L’apparition de chaudières à vapeur en 1873 puis des premières usines électriques chez Mercier, Moët ou Mumm en 1885, a également concouru à ces progrès en offrant de meilleures conditions d’asepsie.

Des levures soigneusement sélectionnées

À cette époque, la fermentation alcoolique se fait toujours spontanément et de façon plus ou moins aléatoire en fonction des levures présentes sur les raisins lors des vendanges. Dans son ouvrage paru en 1951 (2), Georges Chappaz (1874-1953) précise qu’« en Champagne comme ailleurs, Saccharomyces ellypsoideus est la seule espèce intéressante en pratique et c’est elle qui domine sur les raisins au moment de la vendange ».

Depuis le début du XXe siècle, grâce aux travaux réalisés par les scientifiques précédemment mentionnés et d’autres comme Paul Pacottet, G. Guittoneau ou Émile Manceau, des levures sont plus ou moins sélectionnées. Elles sont notamment préparées sous forme de levain liquide, puis de levures sèches pour faciliter les démarrages de fermentation aux vendanges.

La seconde moitié du XXe siècle voit l’arrivée de l’acier inoxydable et de produits de nettoyage et de désinfection toujours plus efficaces. Ceux-ci, associés à une maîtrise accrue des paramètres de la fermentation, offrent à l’élaborateur la possibilité de travailler dans des conditions garantissant une fermentation complète grâce à l’inoculation de la levure sélectionnée.

Actuellement, quelques professionnels utilisent leur propre souche de levure pour la fermentation alcoolique des vendanges comme  pour la prise de mousse.
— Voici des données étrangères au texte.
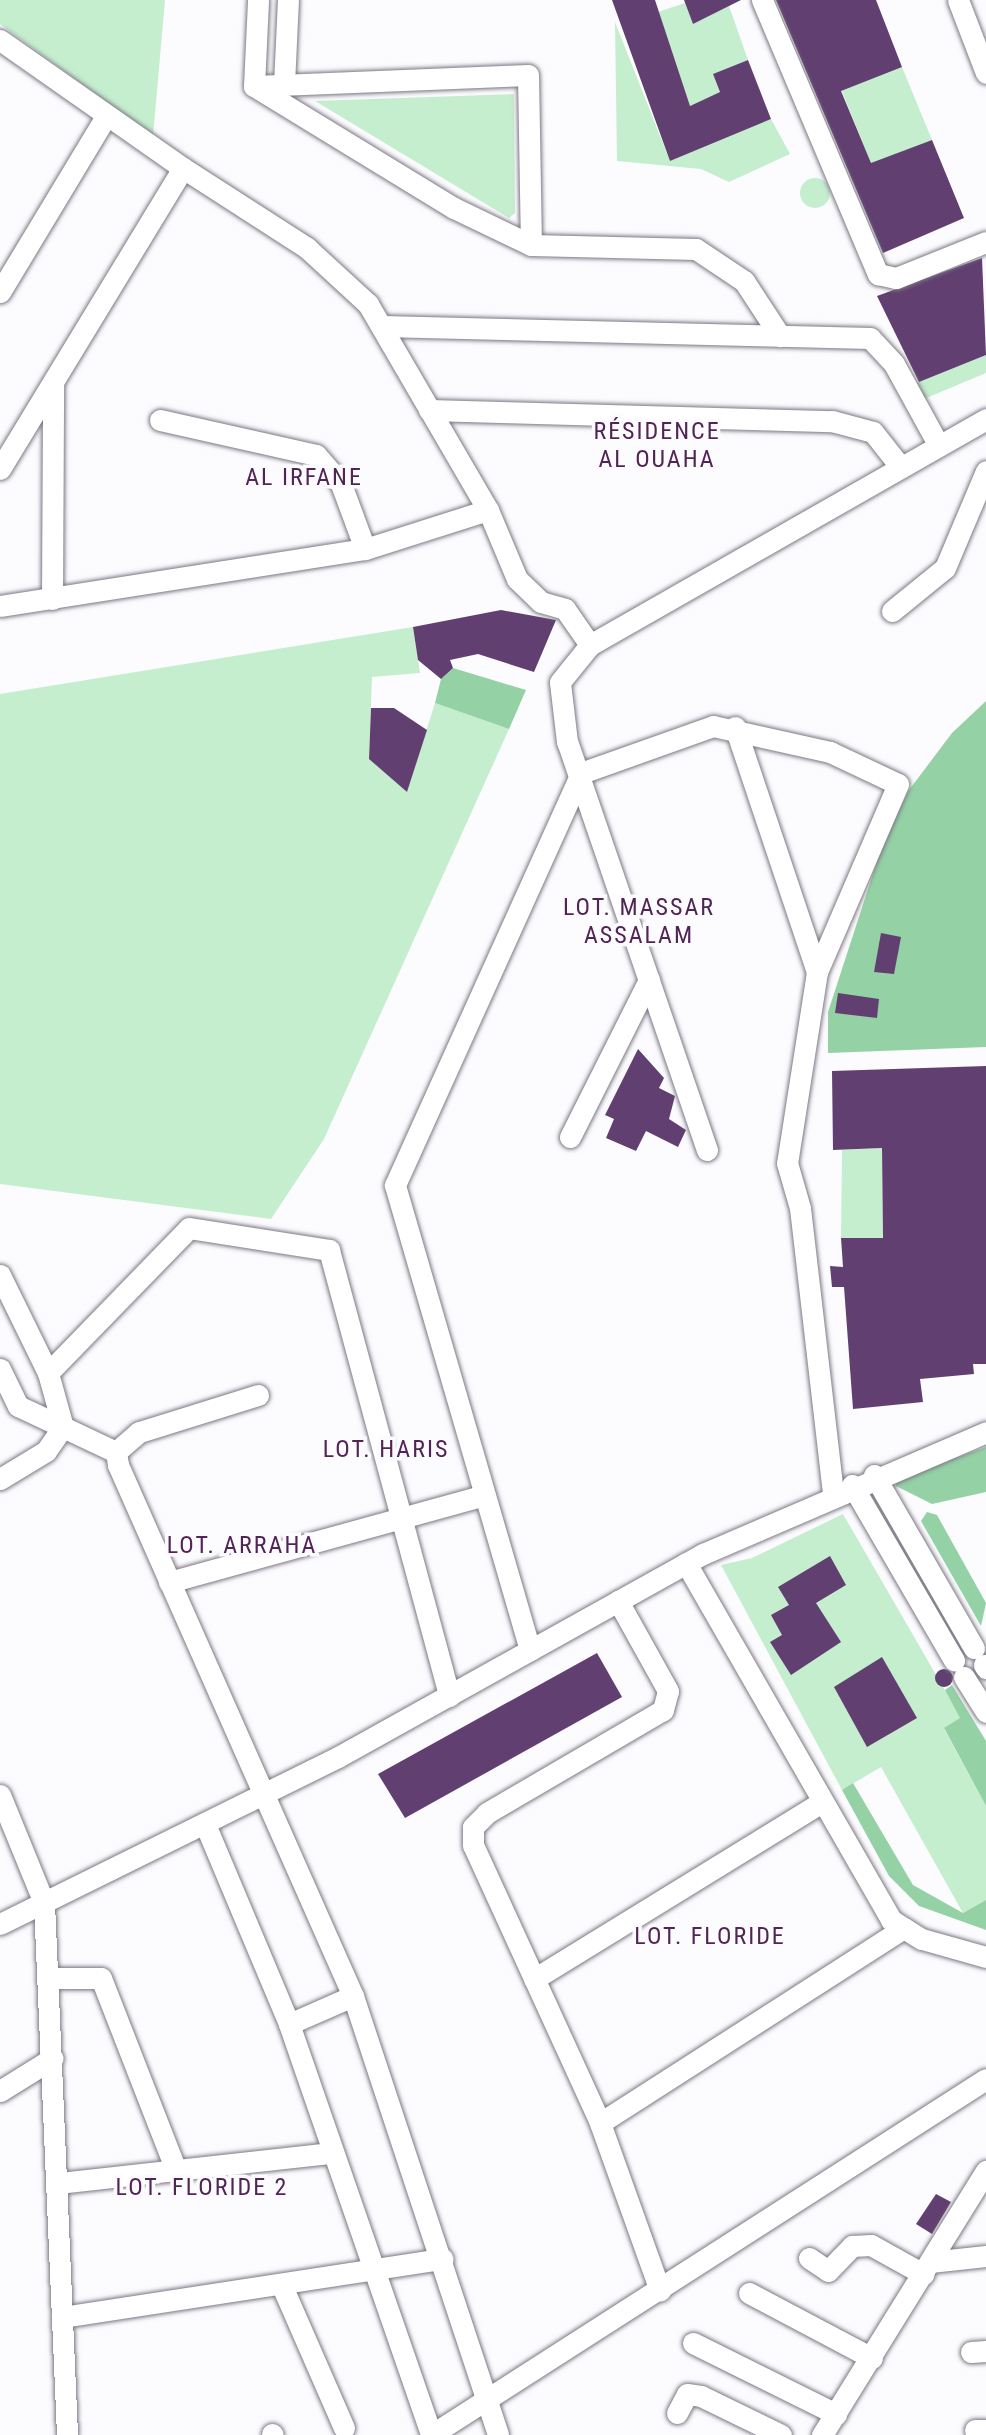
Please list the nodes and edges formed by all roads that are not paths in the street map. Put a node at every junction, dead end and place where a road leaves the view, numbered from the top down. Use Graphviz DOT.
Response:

Toutefois, la majorité des élaborateurs s’approvisionnent auprès de l’Institut œnologique de Champagne ou de la Station œnotechnique de Champagne, qui mettent à leur disposition différentes souches de levures.

Lors des vendanges, quelques rares élaborateurs préfèrent cependant ne pas intervenir, laissant la fermentation se développer de manière spontanée. Cette approche n’est pas à la portée de tous car elle nécessite beaucoup de soin et d’attention et ne peut concerner que  des volumes limités.

 

  • ADRIAN J., La connaissance de la levure de bière et de la fermentation. Rev. Ind. Agri.Ali., 1995, p. 652-658.
  • CHAPPAZ G., Le vignoble et le vin de Champagne, Édition Louis Larmat, 1951, Paris, p. 353.